:: Problem details ::
Word for word, copy all the data and drop the pictures.

:: Provided data ::
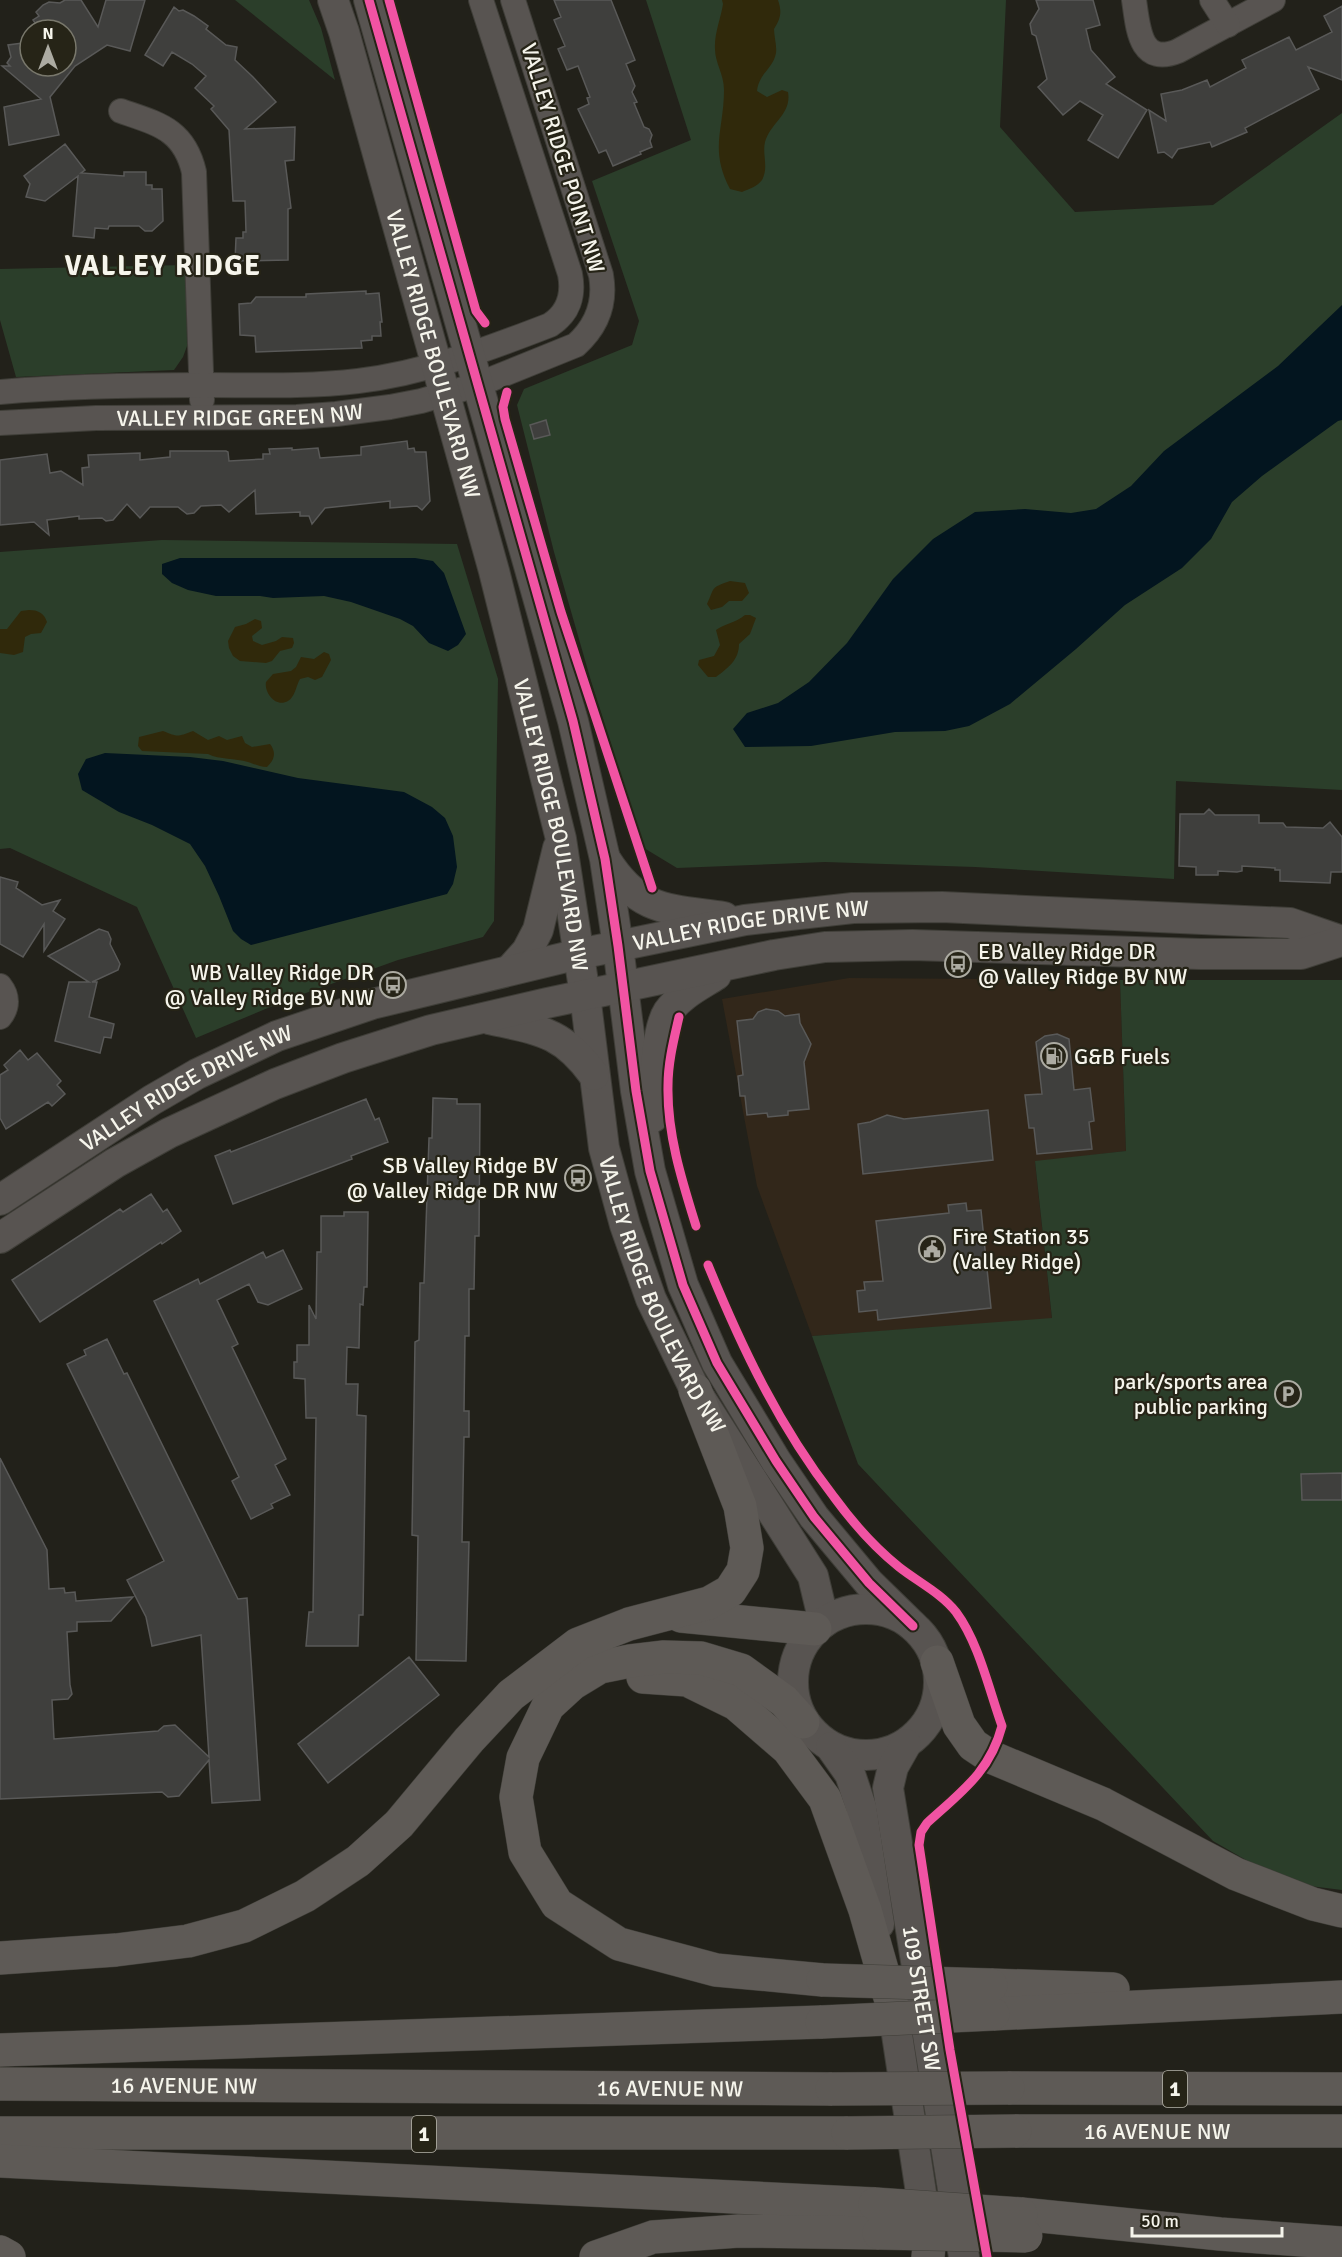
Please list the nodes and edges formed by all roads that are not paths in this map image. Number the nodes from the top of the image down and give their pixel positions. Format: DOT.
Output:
graph roads {
  1 [pos="333,0"];
  2 [pos="369,0"];
  3 [pos="481,0"];
  4 [pos="513,0"];
  5 [pos="1134,0"];
  6 [pos="1212,0"];
  7 [pos="1272,0"];
  8 [pos="1228,25"];
  9 [pos="121,111"];
  10 [pos="568,305"];
  11 [pos="597,317"];
  12 [pos="469,355"];
  13 [pos="437,365"];
  14 [pos="201,385"];
  15 [pos="477,385"];
  16 [pos="0,392"];
  17 [pos="446,395"];
  18 [pos="202,416"];
  19 [pos="0,423"];
  20 [pos="561,839"];
  21 [pos="605,859"];
  22 [pos="745,920"];
  23 [pos="1342,941"];
  24 [pos="618,946"];
  25 [pos="579,954"];
  26 [pos="736,963"];
  27 [pos="510,970"];
  28 [pos="0,986"];
  29 [pos="624,987"];
  30 [pos="585,995"];
  31 [pos="0,1017"];
  32 [pos="483,1018"];
  33 [pos="594,1074"];
  34 [pos="650,1171"];
  35 [pos="0,1200"];
  36 [pos="0,1238"];
  37 [pos="695,1390"];
  38 [pos="665,1614"];
  39 [pos="820,1625"];
  40 [pos="913,1626"];
  41 [pos="937,1662"];
  42 [pos="572,1684"];
  43 [pos="803,1722"];
  44 [pos="906,1744"];
  45 [pos="831,1747"];
  46 [pos="1342,1911"];
  47 [pos="0,1958"];
  48 [pos="1342,1997"];
  49 [pos="992,1999"];
  50 [pos="893,2008"];
  51 [pos="0,2050"];
  52 [pos="0,2084"];
  53 [pos="1342,2089"];
  54 [pos="1342,2131"];
  55 [pos="0,2133"];
  56 [pos="0,2161"];
  57 [pos="877,2219"];
  58 [pos="1342,2243"];
  59 [pos="0,2252"];
  60 [pos="929,2253"];
  61 [pos="9,2257"];
  62 [pos="596,2257"];
  63 [pos="964,2257"];
  1 -- 13 [label="street, VALLEY RIDGE BOULEVARD NW"];
  2 -- 12 [label="street, VALLEY RIDGE BOULEVARD NW"];
  3 -- 10 [label="street, VALLEY RIDGE POINT NW"];
  4 -- 11 [label="street, VALLEY RIDGE POINT NW"];
  5 -- 8 [label="street"];
  6 -- 8 [label="street"];
  7 -- 8 [label="street"];
  9 -- 14 [label="street"];
  10 -- 11 [label="street, VALLEY RIDGE POINT NW"];
  10 -- 12 [label="street"];
  11 -- 15 [label="street, VALLEY RIDGE POINT NW"];
  12 -- 13 [label="street, VALLEY RIDGE GREEN NW"];
  12 -- 15 [label="street, VALLEY RIDGE BOULEVARD NW"];
  13 -- 14 [label="street, VALLEY RIDGE GREEN NW"];
  13 -- 17 [label="street, VALLEY RIDGE BOULEVARD NW"];
  14 -- 16 [label="street, VALLEY RIDGE GREEN NW"];
  14 -- 18 [label="street"];
  15 -- 17 [label="street, VALLEY RIDGE GREEN NW"];
  15 -- 21 [label="street, VALLEY RIDGE BOULEVARD NW"];
  17 -- 18 [label="street, VALLEY RIDGE GREEN NW"];
  17 -- 20 [label="street, VALLEY RIDGE BOULEVARD NW"];
  18 -- 19 [label="street, VALLEY RIDGE GREEN NW"];
  20 -- 25 [label="street, VALLEY RIDGE BOULEVARD NW"];
  20 -- 27 [label="street"];
  21 -- 22 [label="street"];
  21 -- 24 [label="street, VALLEY RIDGE BOULEVARD NW"];
  22 -- 23 [label="street, VALLEY RIDGE DRIVE NW"];
  22 -- 24 [label="street, VALLEY RIDGE DRIVE NW"];
  23 -- 26 [label="street, VALLEY RIDGE DRIVE NW"];
  24 -- 25 [label="street, VALLEY RIDGE DRIVE NW"];
  24 -- 29 [label="street, VALLEY RIDGE BOULEVARD NW"];
  25 -- 27 [label="street, VALLEY RIDGE DRIVE NW"];
  25 -- 30 [label="street, VALLEY RIDGE BOULEVARD NW"];
  26 -- 29 [label="street, VALLEY RIDGE DRIVE NW"];
  26 -- 34 [label="street"];
  27 -- 35 [label="street, VALLEY RIDGE DRIVE NW"];
  28 -- 31 [label="street"];
  29 -- 30 [label="street, VALLEY RIDGE DRIVE NW"];
  29 -- 34 [label="street, VALLEY RIDGE BOULEVARD NW"];
  30 -- 32 [label="street, VALLEY RIDGE DRIVE NW"];
  30 -- 33 [label="street, VALLEY RIDGE BOULEVARD NW"];
  32 -- 33 [label="street"];
  32 -- 36 [label="street, VALLEY RIDGE DRIVE NW"];
  33 -- 37 [label="street, VALLEY RIDGE BOULEVARD NW"];
  34 -- 40 [label="street, VALLEY RIDGE BOULEVARD NW"];
  37 -- 38 [label="highway"];
  37 -- 39 [label="street, VALLEY RIDGE BOULEVARD NW"];
  38 -- 39 [label="highway"];
  38 -- 47 [label="highway"];
  39 -- 40 [label="street"];
  39 -- 43 [label="street"];
  40 -- 41 [label="street"];
  41 -- 44 [label="street"];
  41 -- 46 [label="highway"];
  42 -- 43 [label="highway"];
  42 -- 49 [label="highway, bridge"];
  42 -- 50 [label="highway"];
  43 -- 45 [label="street"];
  44 -- 45 [label="street"];
  44 -- 63 [label="street, 109 STREET SW"];
  45 -- 50 [label="street, 109 STREET SW"];
  48 -- 49 [label="highway"];
  49 -- 51 [label="highway, bridge"];
  50 -- 60 [label="street, 109 STREET SW"];
  52 -- 53 [label="highway, 16 AVENUE NW / 1, bridge"];
  54 -- 55 [label="highway, 16 AVENUE NW / 1, bridge"];
  56 -- 57 [label="highway"];
  57 -- 58 [label="highway, bridge"];
  57 -- 62 [label="highway"];
  59 -- 61 [label="highway"];
}
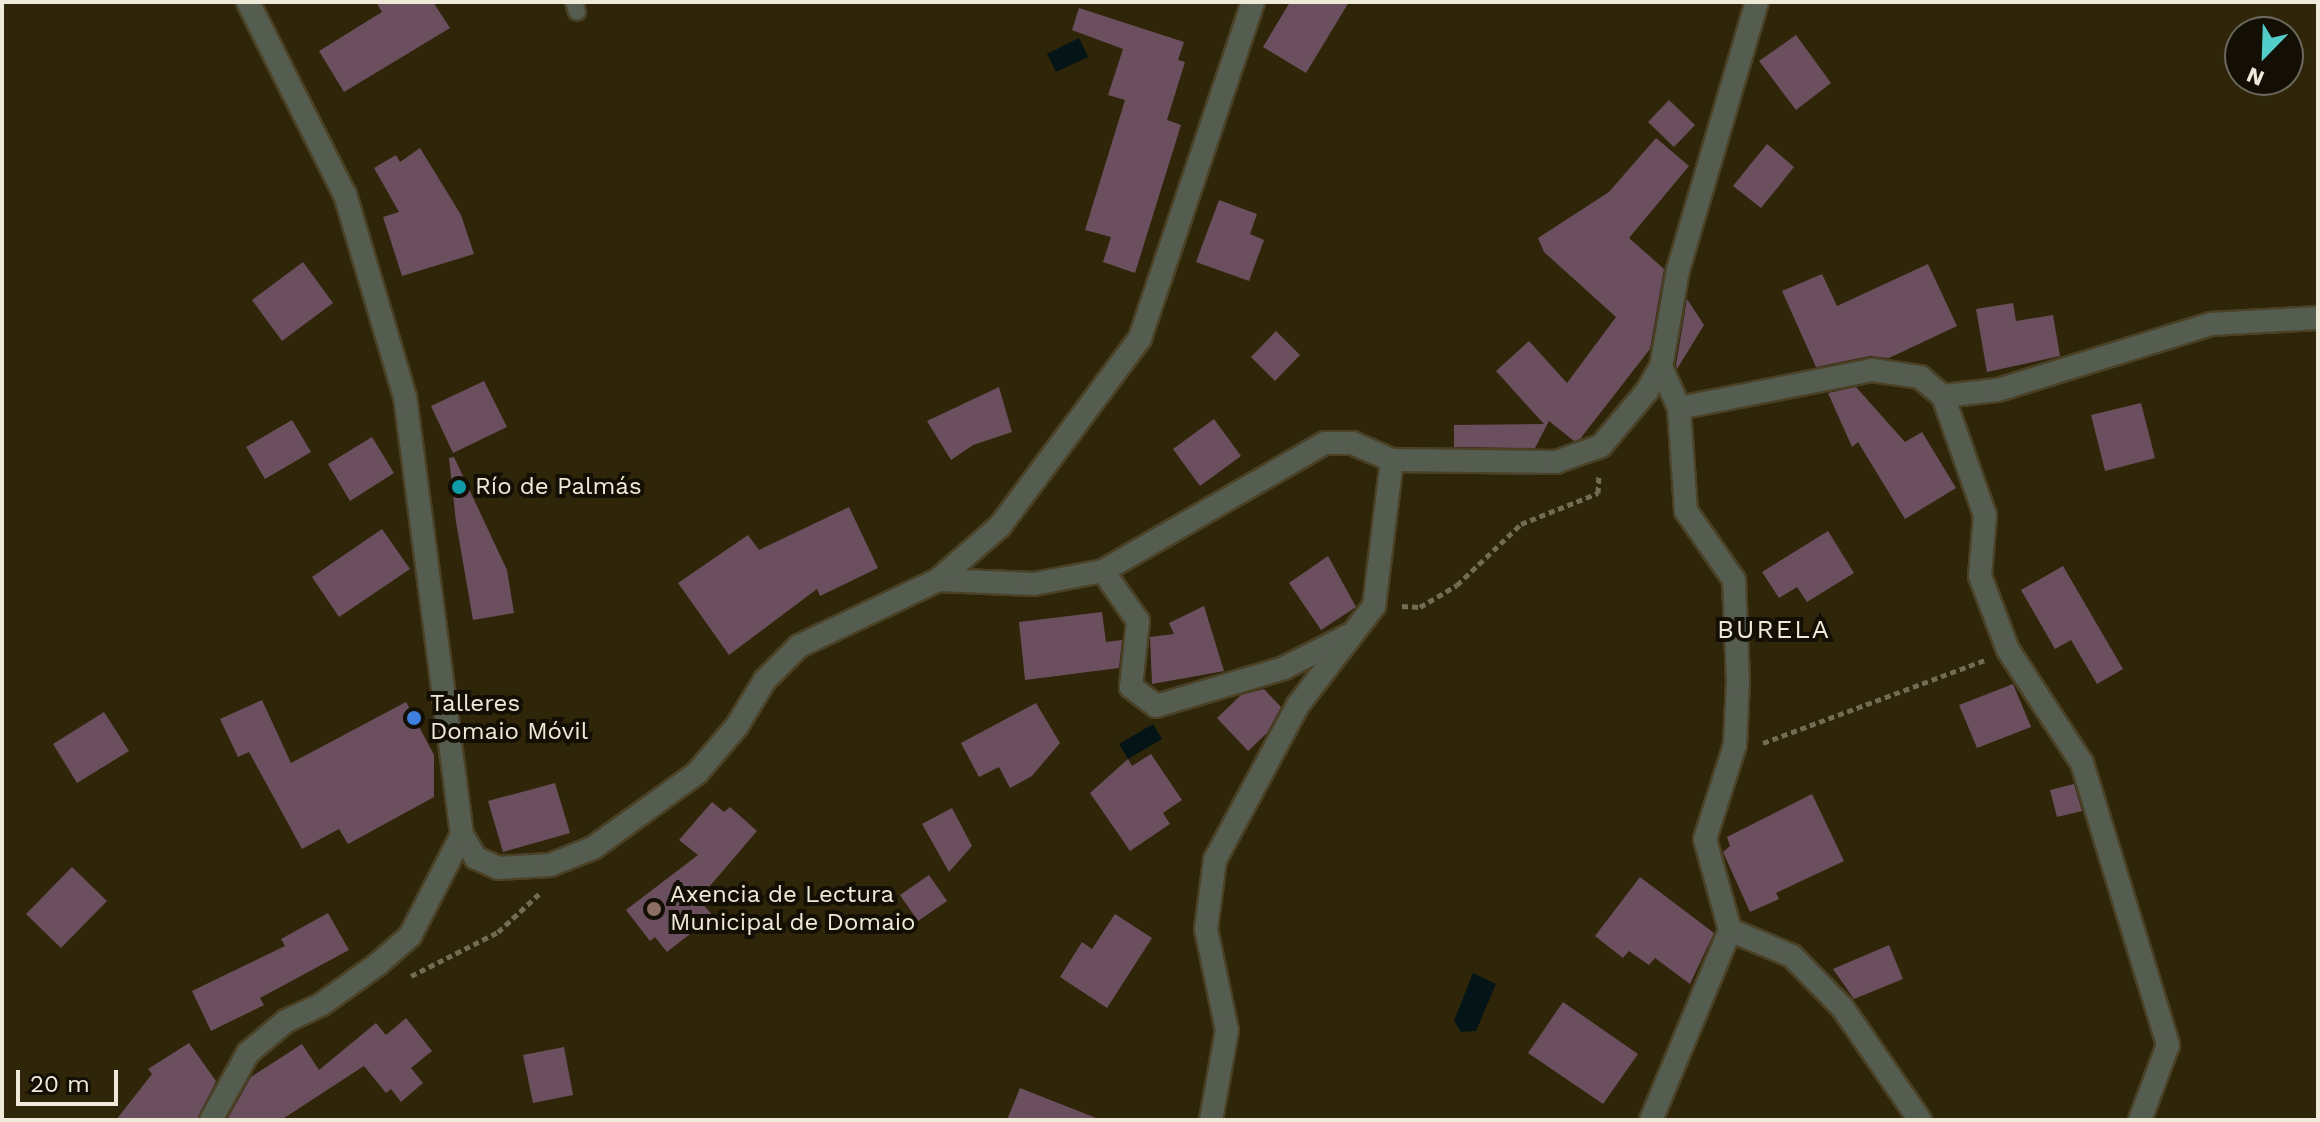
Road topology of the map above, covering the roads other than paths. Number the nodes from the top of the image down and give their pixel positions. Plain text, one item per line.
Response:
1 (248, 2) edge
2 (1253, 2) edge
3 (1757, 2) edge
4 (2318, 318) edge
5 (1661, 367) junction
6 (1943, 396) junction
7 (1679, 408) junction
8 (1392, 460) junction
9 (1103, 571) junction
10 (938, 580) junction
11 (1354, 632) junction
12 (462, 835) junction
13 (1730, 930) junction
14 (211, 1120) edge
15 (1211, 1120) edge
16 (1651, 1120) edge
17 (1920, 1120) edge
18 (2140, 1120) edge

1 - 12 street
2 - 10 street
3 - 5 street
4 - 6 street
5 - 7 street
5 - 8 street
6 - 7 street
6 - 18 street
7 - 13 street
8 - 9 street
8 - 11 street
9 - 10 street
9 - 11 street
10 - 12 street
11 - 15 street
12 - 14 street
13 - 16 street
13 - 17 street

:: Reply to the task ::
Please list the nodes and edges formed by all roads that are not paths in this map image. Number the nodes from the top of the image down and give their pixel positions. Format: DOT.
Output:
graph roads {
  1 [pos="333,0"];
  2 [pos="369,0"];
  3 [pos="481,0"];
  4 [pos="513,0"];
  5 [pos="1134,0"];
  6 [pos="1212,0"];
  7 [pos="1272,0"];
  8 [pos="1228,25"];
  9 [pos="121,111"];
  10 [pos="568,305"];
  11 [pos="597,317"];
  12 [pos="469,355"];
  13 [pos="437,365"];
  14 [pos="201,385"];
  15 [pos="477,385"];
  16 [pos="0,392"];
  17 [pos="446,395"];
  18 [pos="202,416"];
  19 [pos="0,423"];
  20 [pos="561,839"];
  21 [pos="605,859"];
  22 [pos="745,920"];
  23 [pos="1342,941"];
  24 [pos="618,946"];
  25 [pos="579,954"];
  26 [pos="736,963"];
  27 [pos="510,970"];
  28 [pos="0,986"];
  29 [pos="624,987"];
  30 [pos="585,995"];
  31 [pos="0,1017"];
  32 [pos="483,1018"];
  33 [pos="594,1074"];
  34 [pos="650,1171"];
  35 [pos="0,1200"];
  36 [pos="0,1238"];
  37 [pos="695,1390"];
  38 [pos="665,1614"];
  39 [pos="820,1625"];
  40 [pos="913,1626"];
  41 [pos="937,1662"];
  42 [pos="572,1684"];
  43 [pos="803,1722"];
  44 [pos="906,1744"];
  45 [pos="831,1747"];
  46 [pos="1342,1911"];
  47 [pos="0,1958"];
  48 [pos="1342,1997"];
  49 [pos="992,1999"];
  50 [pos="893,2008"];
  51 [pos="0,2050"];
  52 [pos="0,2084"];
  53 [pos="1342,2089"];
  54 [pos="1342,2131"];
  55 [pos="0,2133"];
  56 [pos="0,2161"];
  57 [pos="877,2219"];
  58 [pos="1342,2243"];
  59 [pos="0,2252"];
  60 [pos="929,2253"];
  61 [pos="9,2257"];
  62 [pos="596,2257"];
  63 [pos="964,2257"];
  1 -- 13 [label="street, VALLEY RIDGE BOULEVARD NW"];
  2 -- 12 [label="street, VALLEY RIDGE BOULEVARD NW"];
  3 -- 10 [label="street, VALLEY RIDGE POINT NW"];
  4 -- 11 [label="street, VALLEY RIDGE POINT NW"];
  5 -- 8 [label="street"];
  6 -- 8 [label="street"];
  7 -- 8 [label="street"];
  9 -- 14 [label="street"];
  10 -- 11 [label="street, VALLEY RIDGE POINT NW"];
  10 -- 12 [label="street"];
  11 -- 15 [label="street, VALLEY RIDGE POINT NW"];
  12 -- 13 [label="street, VALLEY RIDGE GREEN NW"];
  12 -- 15 [label="street, VALLEY RIDGE BOULEVARD NW"];
  13 -- 14 [label="street, VALLEY RIDGE GREEN NW"];
  13 -- 17 [label="street, VALLEY RIDGE BOULEVARD NW"];
  14 -- 16 [label="street, VALLEY RIDGE GREEN NW"];
  14 -- 18 [label="street"];
  15 -- 17 [label="street, VALLEY RIDGE GREEN NW"];
  15 -- 21 [label="street, VALLEY RIDGE BOULEVARD NW"];
  17 -- 18 [label="street, VALLEY RIDGE GREEN NW"];
  17 -- 20 [label="street, VALLEY RIDGE BOULEVARD NW"];
  18 -- 19 [label="street, VALLEY RIDGE GREEN NW"];
  20 -- 25 [label="street, VALLEY RIDGE BOULEVARD NW"];
  20 -- 27 [label="street"];
  21 -- 22 [label="street"];
  21 -- 24 [label="street, VALLEY RIDGE BOULEVARD NW"];
  22 -- 23 [label="street, VALLEY RIDGE DRIVE NW"];
  22 -- 24 [label="street, VALLEY RIDGE DRIVE NW"];
  23 -- 26 [label="street, VALLEY RIDGE DRIVE NW"];
  24 -- 25 [label="street, VALLEY RIDGE DRIVE NW"];
  24 -- 29 [label="street, VALLEY RIDGE BOULEVARD NW"];
  25 -- 27 [label="street, VALLEY RIDGE DRIVE NW"];
  25 -- 30 [label="street, VALLEY RIDGE BOULEVARD NW"];
  26 -- 29 [label="street, VALLEY RIDGE DRIVE NW"];
  26 -- 34 [label="street"];
  27 -- 35 [label="street, VALLEY RIDGE DRIVE NW"];
  28 -- 31 [label="street"];
  29 -- 30 [label="street, VALLEY RIDGE DRIVE NW"];
  29 -- 34 [label="street, VALLEY RIDGE BOULEVARD NW"];
  30 -- 32 [label="street, VALLEY RIDGE DRIVE NW"];
  30 -- 33 [label="street, VALLEY RIDGE BOULEVARD NW"];
  32 -- 33 [label="street"];
  32 -- 36 [label="street, VALLEY RIDGE DRIVE NW"];
  33 -- 37 [label="street, VALLEY RIDGE BOULEVARD NW"];
  34 -- 40 [label="street, VALLEY RIDGE BOULEVARD NW"];
  37 -- 38 [label="highway"];
  37 -- 39 [label="street, VALLEY RIDGE BOULEVARD NW"];
  38 -- 39 [label="highway"];
  38 -- 47 [label="highway"];
  39 -- 40 [label="street"];
  39 -- 43 [label="street"];
  40 -- 41 [label="street"];
  41 -- 44 [label="street"];
  41 -- 46 [label="highway"];
  42 -- 43 [label="highway"];
  42 -- 49 [label="highway, bridge"];
  42 -- 50 [label="highway"];
  43 -- 45 [label="street"];
  44 -- 45 [label="street"];
  44 -- 63 [label="street, 109 STREET SW"];
  45 -- 50 [label="street, 109 STREET SW"];
  48 -- 49 [label="highway"];
  49 -- 51 [label="highway, bridge"];
  50 -- 60 [label="street, 109 STREET SW"];
  52 -- 53 [label="highway, 16 AVENUE NW / 1, bridge"];
  54 -- 55 [label="highway, 16 AVENUE NW / 1, bridge"];
  56 -- 57 [label="highway"];
  57 -- 58 [label="highway, bridge"];
  57 -- 62 [label="highway"];
  59 -- 61 [label="highway"];
}
Road topology of the map above, covering the roads other than paths. Number the nodes from the top of the image down and give their pixel positions. Plain text, one item per line.
Response:
1 (248, 2) edge
2 (1253, 2) edge
3 (1757, 2) edge
4 (2318, 318) edge
5 (1661, 367) junction
6 (1943, 396) junction
7 (1679, 408) junction
8 (1392, 460) junction
9 (1103, 571) junction
10 (938, 580) junction
11 (1354, 632) junction
12 (462, 835) junction
13 (1730, 930) junction
14 (211, 1120) edge
15 (1211, 1120) edge
16 (1651, 1120) edge
17 (1920, 1120) edge
18 (2140, 1120) edge

1 - 12 street
2 - 10 street
3 - 5 street
4 - 6 street
5 - 7 street
5 - 8 street
6 - 7 street
6 - 18 street
7 - 13 street
8 - 9 street
8 - 11 street
9 - 10 street
9 - 11 street
10 - 12 street
11 - 15 street
12 - 14 street
13 - 16 street
13 - 17 street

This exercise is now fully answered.